Recently we have been testing out the deduplication feature for repeating alerts.
In principle, it’s a good idea - I don’t want many duplicate alerts telling me my virtual machines are dying when one is enough.
However, I am trying to work out the most ‘effective’ use of it, especially with use of the slack notifications.
Lets give a scenario.
1. It’s 10PM. A virtual machine dies. Alert is created with alias ‘deadVM’ and the alert description mentions the VM ID and time that it died. Notification sent to slack.
2. Person on out of hours acknowledges alert for later analysis. It’s not quite a P1. Production is still online, it looks like it might have been a one off. They don’t close the alert as further digging will happen tomorrow in office hours.

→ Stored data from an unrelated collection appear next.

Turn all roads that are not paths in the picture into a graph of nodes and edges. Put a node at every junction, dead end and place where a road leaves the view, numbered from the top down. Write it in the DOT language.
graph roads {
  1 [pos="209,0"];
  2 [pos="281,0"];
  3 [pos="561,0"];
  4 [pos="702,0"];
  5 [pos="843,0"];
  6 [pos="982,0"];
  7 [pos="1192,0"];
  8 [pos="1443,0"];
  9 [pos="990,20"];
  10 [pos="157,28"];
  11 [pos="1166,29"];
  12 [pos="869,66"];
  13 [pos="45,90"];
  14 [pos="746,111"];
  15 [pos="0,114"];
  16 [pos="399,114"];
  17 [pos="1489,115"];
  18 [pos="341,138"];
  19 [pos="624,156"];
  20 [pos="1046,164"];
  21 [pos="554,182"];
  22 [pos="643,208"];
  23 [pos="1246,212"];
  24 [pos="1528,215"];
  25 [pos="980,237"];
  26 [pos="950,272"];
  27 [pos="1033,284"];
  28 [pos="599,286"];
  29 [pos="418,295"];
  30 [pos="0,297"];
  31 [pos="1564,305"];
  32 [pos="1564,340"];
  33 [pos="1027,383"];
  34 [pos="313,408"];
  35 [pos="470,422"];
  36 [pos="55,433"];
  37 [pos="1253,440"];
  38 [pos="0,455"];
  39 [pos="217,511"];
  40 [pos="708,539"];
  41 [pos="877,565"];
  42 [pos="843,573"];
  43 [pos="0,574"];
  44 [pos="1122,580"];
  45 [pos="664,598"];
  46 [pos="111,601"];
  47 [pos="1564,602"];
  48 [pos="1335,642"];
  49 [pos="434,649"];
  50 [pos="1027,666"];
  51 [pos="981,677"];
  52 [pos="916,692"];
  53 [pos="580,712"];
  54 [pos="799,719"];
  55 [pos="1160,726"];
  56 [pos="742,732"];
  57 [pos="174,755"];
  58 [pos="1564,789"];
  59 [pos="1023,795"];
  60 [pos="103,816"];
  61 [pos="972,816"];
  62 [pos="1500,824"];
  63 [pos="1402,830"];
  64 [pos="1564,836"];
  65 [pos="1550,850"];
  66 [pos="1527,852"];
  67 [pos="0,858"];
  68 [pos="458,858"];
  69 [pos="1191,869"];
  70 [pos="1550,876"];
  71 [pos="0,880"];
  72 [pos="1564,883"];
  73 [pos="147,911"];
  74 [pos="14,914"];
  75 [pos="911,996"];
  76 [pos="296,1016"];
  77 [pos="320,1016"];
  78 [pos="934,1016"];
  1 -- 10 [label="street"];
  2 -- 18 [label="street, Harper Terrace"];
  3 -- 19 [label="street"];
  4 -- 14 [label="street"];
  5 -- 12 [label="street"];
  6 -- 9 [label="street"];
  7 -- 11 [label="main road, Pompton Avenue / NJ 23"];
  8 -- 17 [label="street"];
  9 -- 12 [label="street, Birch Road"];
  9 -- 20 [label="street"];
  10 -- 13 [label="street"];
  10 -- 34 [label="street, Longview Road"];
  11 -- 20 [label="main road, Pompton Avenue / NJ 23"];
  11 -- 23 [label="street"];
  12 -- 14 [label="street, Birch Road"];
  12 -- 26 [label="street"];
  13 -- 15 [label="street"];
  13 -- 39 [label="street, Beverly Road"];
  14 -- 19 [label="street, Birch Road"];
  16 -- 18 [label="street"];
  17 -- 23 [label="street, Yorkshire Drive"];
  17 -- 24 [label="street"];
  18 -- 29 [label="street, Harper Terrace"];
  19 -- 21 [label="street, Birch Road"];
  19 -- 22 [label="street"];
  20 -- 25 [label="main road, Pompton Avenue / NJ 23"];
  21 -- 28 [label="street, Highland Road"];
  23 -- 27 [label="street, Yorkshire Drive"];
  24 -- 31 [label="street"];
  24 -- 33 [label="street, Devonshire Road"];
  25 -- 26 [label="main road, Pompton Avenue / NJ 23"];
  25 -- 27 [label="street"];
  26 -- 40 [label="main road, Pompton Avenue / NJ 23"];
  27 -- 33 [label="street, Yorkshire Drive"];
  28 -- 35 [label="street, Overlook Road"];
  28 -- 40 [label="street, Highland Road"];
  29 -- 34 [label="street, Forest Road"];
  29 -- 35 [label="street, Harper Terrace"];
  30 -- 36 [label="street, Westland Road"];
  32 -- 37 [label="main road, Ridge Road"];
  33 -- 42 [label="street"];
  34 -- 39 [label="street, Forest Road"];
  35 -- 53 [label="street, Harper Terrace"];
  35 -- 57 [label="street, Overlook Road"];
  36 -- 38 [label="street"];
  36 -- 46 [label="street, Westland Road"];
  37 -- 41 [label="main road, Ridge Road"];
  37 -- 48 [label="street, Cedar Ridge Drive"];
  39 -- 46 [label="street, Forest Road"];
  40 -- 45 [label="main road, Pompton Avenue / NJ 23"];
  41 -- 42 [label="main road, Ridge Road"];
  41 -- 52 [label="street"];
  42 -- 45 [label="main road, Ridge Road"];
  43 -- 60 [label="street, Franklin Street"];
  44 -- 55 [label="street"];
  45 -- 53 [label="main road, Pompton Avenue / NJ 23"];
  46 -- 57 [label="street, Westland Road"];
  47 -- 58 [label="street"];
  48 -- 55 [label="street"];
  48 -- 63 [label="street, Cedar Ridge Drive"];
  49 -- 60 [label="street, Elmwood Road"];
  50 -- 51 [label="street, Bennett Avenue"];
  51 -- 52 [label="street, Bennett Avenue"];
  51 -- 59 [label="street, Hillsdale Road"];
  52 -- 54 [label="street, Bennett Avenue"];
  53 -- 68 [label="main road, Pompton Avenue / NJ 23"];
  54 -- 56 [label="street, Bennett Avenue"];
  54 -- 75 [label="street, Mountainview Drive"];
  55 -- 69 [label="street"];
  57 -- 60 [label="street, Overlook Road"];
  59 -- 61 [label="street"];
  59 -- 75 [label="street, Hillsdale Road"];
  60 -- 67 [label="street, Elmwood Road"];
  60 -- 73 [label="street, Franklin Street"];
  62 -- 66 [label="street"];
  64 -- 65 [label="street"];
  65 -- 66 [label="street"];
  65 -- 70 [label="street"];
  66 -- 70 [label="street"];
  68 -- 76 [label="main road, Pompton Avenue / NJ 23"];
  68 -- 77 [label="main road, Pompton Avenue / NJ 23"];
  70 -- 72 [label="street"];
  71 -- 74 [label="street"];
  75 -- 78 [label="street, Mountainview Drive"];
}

3. 9 Virtual machines die at 2am. Due to alias, another alert is not created. Deduplication count raises. Description is…unchanged. Activity log shows new deduplication event, but no information on what new VMs died. No slack notification sent.
4. Large scale issue due to many VMs dying and not being investigated overnight.
I’m thinking of turning deduplication off. Is there any way to make this more useful? For example, notify again if deduplication reaches X? The description of an alert is static. There are no further notifications by design but in a lot of cases this leads to lost data rather than added convenience.
Can we add notes automatically on new deduplication or edit the description with the new info? Even if we can add a note, I presume it will automatically create a message on slack, making the deduplication not make sense as we have now notifed anyway 😀 . It seems to me that deduplication might only be effective if using the core Opsgenie notifications, but doesn’t make sense if notifying via slack.
Would be interested to hear other people’s setup.